RANT: Greetings. Are we over greetings? Certainly I think I’ve run out of cute/creative ways to say hi to you. On the other hand, it feels like a Gen Z thing to do, to dive right in without saying, “Hi friends,” or whatever. Like, I’m an ELDERLY MILLENNIAL. I’ve WRITTEN ACTUAL LETTERS. With STAMPS. And people have WRITTEN BACK TO ME. I spent a lot of time choosing perfect stationary WHEN I WAS A TEENAGER. So maybe I can’t start a letter without saying, “Dear Reader, how are you? I am fine and here’s the weather where I am and also yesterday I went for a play.” If this dates me, then it dates me. 30 year olds are described as “older men” and 33 year olds are calling themselves “peak millennials”, so I think 42 must be practically one foot in the grave which means it’s ok for me to say. “My dear young whippersnapper.” On the other hand, I’m over it, so I’m borrowing from Gen Z (who, when I meet as a generation, I enjoy so much more than the quote-unquote Peak Millennial en masse, because they’re not getting all competitive and defensive because their ageing and maybe future irrelevance is staring them in the face) and diving right into it. (Ah no, thirty somethings are fine, some are my friends even! They were just born at the end of our very long generation so they have all the Millennial Entitlement with none of the Gen X ironic self awareness.)

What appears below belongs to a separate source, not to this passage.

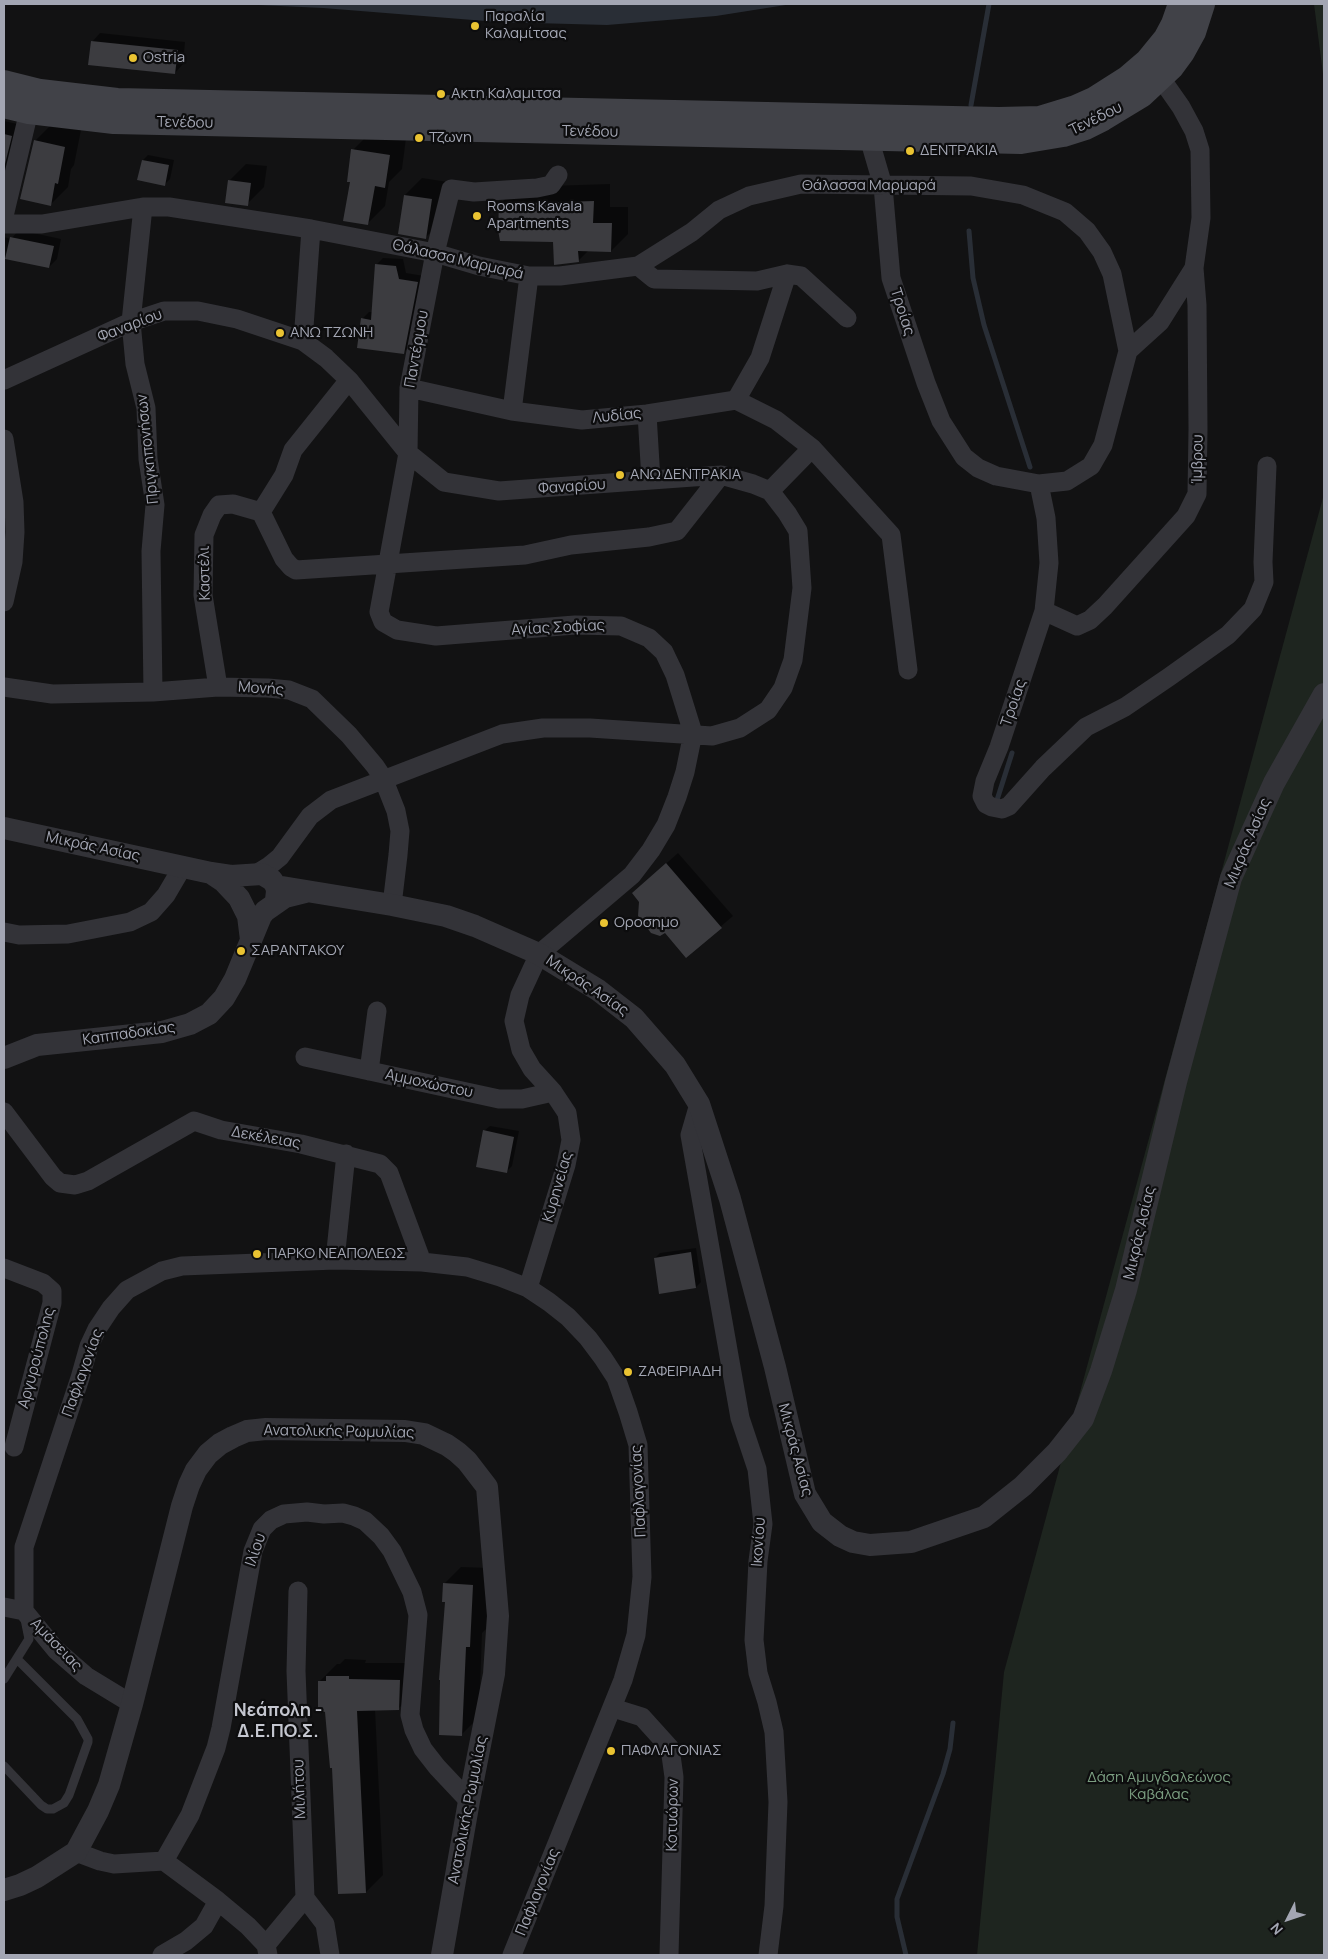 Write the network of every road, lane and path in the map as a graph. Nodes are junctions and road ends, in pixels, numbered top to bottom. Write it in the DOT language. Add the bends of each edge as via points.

RAVE: Found art. I’ve taken to putting all sorts of things in our little flat. (Hoarder alert?) But no, it’s amazing how far your creativity can go if you don’t stick to ideas about what makes a flat “adult” or “put together.” No one can accuse our house of being put together, but much like its tenants, I think its dishevelment is sort of charming. We found, ages ago, a functional shoe storage cupboard for the hall, which is unremarkable in every way except that someone had tagged it with a bit of graffiti before we took it off the streets. Since then I’ve been leaning into its theme, taking stickers I see on lamp posts or traffic signals or toilet doors and adding them to the front of it. My mum joined in when she was visiting and now I’m pretty close to covering it entirely. It looks very cool—in my own biased opinion—and a transformation from the IKEA life it once had. Another discarded IKEA set of drawers became a plant stand for our monstera. Every now and then I find fallen flowers under bushes and trees (I don’t pluck them, they look so pretty on the tree) and I have a little bud vase (again from the streets) which I put in the bathroom. The poor little found flowers which were so droopy and sad perk right up for being in water and give us pleasure for a week. Anyway I guess this is also a rave about not being a perfectionist, in fact, I think I’m a “just-okay-enough-ist.” This has also transformed the way I entertain, before I used to get really stressed out about having people over but as long as I’ve done some basic decluttering and swabbed cat vomit off the floor, I feel ok issuing spontaneous invites. “Come on over, I’ve cooked and have the end of a nice bottle of wine.” Oddly, so far NO ONE has said, “Wow what a messy house you’re the worst housekeeper I’ve ever met and this probably also means you’re a bad person.”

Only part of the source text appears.